Job Description

At foodpanda we're on a mission to redefine how tech, food, people and culture are connected operating in 12 countries worldwide. Our team is working on big challenges and complex scalability problems as we grow 6X annually processing millions of orders a year. You'll be part of a highly collaborative cross-functional agile squad that always includes frontend and backend engineers, design and product owners. Our squads operate in an open and fast-paced environment with very flat structures where everyone has a say.

We work on a large scale, complex systems where you can reach users on a global scale whilst enjoying a high level of autonomy and influence and a flexible working environment. Here you can learn, thrive and become a better engineer.

Senior Cyber Threat Intelligence Engineer

We are looking for a Cyber Threat Intelligence Engineer (f/m/d) to join our team and reinvent on-demand delivery with us.

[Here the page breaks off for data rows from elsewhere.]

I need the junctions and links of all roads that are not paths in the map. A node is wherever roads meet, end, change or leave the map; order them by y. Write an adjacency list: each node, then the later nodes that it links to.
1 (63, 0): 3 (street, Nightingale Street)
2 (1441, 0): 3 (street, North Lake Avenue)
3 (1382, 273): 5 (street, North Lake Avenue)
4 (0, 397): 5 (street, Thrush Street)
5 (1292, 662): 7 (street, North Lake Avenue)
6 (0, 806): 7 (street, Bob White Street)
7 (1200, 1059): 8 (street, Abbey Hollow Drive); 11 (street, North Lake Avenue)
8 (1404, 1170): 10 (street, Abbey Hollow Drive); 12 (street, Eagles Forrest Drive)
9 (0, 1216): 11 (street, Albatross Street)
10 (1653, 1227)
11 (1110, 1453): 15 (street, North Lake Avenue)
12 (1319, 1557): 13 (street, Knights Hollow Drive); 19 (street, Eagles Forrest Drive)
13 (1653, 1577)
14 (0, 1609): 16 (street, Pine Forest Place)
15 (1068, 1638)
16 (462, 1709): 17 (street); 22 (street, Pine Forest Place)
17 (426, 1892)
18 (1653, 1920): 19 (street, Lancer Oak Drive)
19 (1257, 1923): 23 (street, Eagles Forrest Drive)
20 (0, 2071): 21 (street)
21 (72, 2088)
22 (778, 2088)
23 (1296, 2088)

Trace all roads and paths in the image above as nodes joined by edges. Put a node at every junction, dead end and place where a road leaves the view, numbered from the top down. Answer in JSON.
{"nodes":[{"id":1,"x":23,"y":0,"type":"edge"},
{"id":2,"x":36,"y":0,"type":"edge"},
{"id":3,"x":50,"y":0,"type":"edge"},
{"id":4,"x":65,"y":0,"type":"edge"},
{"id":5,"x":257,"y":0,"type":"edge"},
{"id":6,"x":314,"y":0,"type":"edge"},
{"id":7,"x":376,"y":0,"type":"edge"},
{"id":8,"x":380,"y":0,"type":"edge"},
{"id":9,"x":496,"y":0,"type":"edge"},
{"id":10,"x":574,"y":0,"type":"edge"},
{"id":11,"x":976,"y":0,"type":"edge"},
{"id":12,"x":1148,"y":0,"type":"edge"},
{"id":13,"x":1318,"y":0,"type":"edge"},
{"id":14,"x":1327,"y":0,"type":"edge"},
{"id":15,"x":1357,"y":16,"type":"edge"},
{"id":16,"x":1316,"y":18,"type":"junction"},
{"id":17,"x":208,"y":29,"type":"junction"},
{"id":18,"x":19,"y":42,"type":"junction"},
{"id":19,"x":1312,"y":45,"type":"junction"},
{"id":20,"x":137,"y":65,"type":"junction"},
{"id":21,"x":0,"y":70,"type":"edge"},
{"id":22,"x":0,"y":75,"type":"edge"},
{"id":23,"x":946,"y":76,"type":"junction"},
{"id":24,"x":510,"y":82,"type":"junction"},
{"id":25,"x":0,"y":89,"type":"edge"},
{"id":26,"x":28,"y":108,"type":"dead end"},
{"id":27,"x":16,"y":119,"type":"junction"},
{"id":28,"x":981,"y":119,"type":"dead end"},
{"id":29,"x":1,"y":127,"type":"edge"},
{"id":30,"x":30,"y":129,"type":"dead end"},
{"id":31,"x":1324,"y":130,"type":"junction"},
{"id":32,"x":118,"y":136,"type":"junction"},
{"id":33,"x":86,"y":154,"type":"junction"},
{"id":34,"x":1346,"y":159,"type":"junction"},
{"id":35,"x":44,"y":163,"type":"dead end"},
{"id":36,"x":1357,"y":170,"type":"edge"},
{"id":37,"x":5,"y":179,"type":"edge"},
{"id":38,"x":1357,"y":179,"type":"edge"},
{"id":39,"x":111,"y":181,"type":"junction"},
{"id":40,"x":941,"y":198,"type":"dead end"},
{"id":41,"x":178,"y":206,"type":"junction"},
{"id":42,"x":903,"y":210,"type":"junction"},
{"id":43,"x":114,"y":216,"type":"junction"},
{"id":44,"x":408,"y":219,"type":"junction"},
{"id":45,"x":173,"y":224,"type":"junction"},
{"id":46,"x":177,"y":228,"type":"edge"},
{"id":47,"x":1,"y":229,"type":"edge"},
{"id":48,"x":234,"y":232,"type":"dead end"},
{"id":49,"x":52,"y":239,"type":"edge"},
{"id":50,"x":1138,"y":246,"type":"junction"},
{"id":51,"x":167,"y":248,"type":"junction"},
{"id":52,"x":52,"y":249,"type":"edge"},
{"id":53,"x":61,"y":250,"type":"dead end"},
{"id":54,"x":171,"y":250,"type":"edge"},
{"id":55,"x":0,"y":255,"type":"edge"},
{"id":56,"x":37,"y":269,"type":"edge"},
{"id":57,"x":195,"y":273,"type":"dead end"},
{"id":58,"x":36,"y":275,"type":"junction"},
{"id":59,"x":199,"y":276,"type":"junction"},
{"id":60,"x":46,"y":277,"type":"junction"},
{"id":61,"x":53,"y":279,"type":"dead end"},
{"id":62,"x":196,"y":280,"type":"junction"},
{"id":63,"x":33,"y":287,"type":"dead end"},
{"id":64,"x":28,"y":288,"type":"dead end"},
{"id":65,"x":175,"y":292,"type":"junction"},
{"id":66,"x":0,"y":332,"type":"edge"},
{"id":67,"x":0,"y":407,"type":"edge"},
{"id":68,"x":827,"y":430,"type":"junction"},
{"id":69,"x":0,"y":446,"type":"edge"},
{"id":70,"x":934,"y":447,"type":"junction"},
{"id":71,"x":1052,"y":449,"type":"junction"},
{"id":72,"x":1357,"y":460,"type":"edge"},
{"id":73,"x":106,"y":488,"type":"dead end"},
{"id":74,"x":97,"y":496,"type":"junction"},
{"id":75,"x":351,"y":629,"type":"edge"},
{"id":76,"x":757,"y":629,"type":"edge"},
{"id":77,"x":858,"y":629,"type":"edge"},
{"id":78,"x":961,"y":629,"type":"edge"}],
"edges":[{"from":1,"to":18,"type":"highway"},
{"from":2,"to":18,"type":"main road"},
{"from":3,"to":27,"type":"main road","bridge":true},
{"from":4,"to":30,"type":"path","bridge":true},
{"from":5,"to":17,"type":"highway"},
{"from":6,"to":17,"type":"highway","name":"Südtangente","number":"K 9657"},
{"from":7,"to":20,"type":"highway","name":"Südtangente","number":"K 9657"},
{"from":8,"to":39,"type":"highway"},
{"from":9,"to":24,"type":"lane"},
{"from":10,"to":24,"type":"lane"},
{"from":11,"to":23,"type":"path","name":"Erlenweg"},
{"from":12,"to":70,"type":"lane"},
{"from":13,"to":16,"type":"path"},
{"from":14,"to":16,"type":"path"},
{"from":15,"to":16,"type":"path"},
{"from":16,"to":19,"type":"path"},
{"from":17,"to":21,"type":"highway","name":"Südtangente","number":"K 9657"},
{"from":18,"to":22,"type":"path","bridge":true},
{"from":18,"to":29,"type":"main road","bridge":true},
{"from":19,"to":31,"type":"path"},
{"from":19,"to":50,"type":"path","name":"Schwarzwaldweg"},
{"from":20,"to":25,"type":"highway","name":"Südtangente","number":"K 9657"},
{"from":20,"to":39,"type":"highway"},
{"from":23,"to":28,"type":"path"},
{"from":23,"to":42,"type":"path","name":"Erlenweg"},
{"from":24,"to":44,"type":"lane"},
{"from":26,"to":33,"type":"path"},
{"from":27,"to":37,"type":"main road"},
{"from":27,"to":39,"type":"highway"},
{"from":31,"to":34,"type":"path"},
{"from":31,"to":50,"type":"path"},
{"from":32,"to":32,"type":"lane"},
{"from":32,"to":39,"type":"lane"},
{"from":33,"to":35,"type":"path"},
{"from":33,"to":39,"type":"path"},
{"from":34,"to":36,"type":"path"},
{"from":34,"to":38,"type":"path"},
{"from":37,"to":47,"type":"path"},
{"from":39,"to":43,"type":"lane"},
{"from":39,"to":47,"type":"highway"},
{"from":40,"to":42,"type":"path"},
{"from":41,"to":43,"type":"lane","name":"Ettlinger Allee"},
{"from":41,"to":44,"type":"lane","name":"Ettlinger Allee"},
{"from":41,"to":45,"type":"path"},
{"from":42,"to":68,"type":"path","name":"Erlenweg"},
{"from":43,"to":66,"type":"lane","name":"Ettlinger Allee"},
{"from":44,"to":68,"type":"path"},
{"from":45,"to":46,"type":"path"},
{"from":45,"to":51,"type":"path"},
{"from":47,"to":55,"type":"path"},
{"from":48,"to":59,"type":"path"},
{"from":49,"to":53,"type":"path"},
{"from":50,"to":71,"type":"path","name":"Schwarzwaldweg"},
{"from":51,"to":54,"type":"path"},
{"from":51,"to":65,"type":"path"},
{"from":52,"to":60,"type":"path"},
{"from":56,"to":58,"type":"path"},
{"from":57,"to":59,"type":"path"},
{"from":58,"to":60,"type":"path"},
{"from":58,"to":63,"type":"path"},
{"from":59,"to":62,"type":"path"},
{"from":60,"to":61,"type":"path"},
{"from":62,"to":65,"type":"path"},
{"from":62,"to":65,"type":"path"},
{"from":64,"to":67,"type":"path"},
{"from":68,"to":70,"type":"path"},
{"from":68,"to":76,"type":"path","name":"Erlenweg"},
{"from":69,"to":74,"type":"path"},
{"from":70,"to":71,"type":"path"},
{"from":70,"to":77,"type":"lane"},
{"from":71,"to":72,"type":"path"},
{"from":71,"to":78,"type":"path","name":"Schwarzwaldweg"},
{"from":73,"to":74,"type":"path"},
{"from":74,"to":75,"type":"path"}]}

This position will be accountable for proactively monitoring threat intelligence feeds and hunting for threat actor's existence in networks before a data breach or other damage is caused. This position will involve providing advanced threat detection and response capabilities through the utilization of real-time threat intelligence, threat research, automation, and innovation. You will play a key role in SOAR & EDR capabilities to improve threat hunting capabilities.

Your Mission:

• Proactively monitoring threat intelligence feeds and hunting for threat actor's existence in Delivery Hero networks before a data breach or other damage is caused.
• Reviewing open source, third-party, and proprietary threat intelligence information and enrich it with contextual analysis that will result in actionable threat intelligence.
• Develop and administer SOC controls, processes, procedures, and policies, and review their application against the Delivery Hero environment to ensure their effectiveness and efficiency.
• Support SOC long-term strategy and planning, including driving initiatives geared toward operational excellence, such as driving automation and efficiencies through tools integration and enablement.
• Support a team in collaboration with other departments and regions, specially SOC Analysts, to complement Security Operations Center (SOC) efficiency and efficacy.

• Bachelor's or Master's degree in Cyber Security, Information Technology, Computer Science, or related field.
• Five or more years of relevant work experience in Cyber Security, including minimum three years of threat intelligence or hunting experience.
• Hands-on experience with Cyber Threat Intelligence Platform (e.g., ThreatQuotient, AlienVault OTX, ThreatConnect, etc.) or Threat Intelligence Analytics tools (e.g., Maltego, MITRE CRITs).
• Hands-on experience producing high-quality all-source analysis to complement the outputs of the SOC Analysts and working collaboratively as part of a mixed-discipline team.
• Understanding of key principles of technical Threat Intelligence Analysis and familiarity with the application of threat modeling techniques, such as the Diamond model, Kill Chain, MITRE ATT&CK, etc.
• A strong knowledge of the current threat landscape, including knowledge of related regional geopolitics/wider security landscape.
• Experience working in or with Security Operations Center, Vulnerability Management, Threat Hunting, or other Cyber Security focused teams.

• Experience within a managed security services (MSSP) environment working with big or medium size customers in their threat intelligence transformation journey.
• Experience working with SOAR tools and threat intelligence playbook development & integration.
• Experience working with various Cloud platforms, such as AWS, GCP or Azure.
• Certifications such as CISSP, SANS 578 (GCTI), CREST Certified Practitioner/Registered Threat Intelligence Analyst, or similar.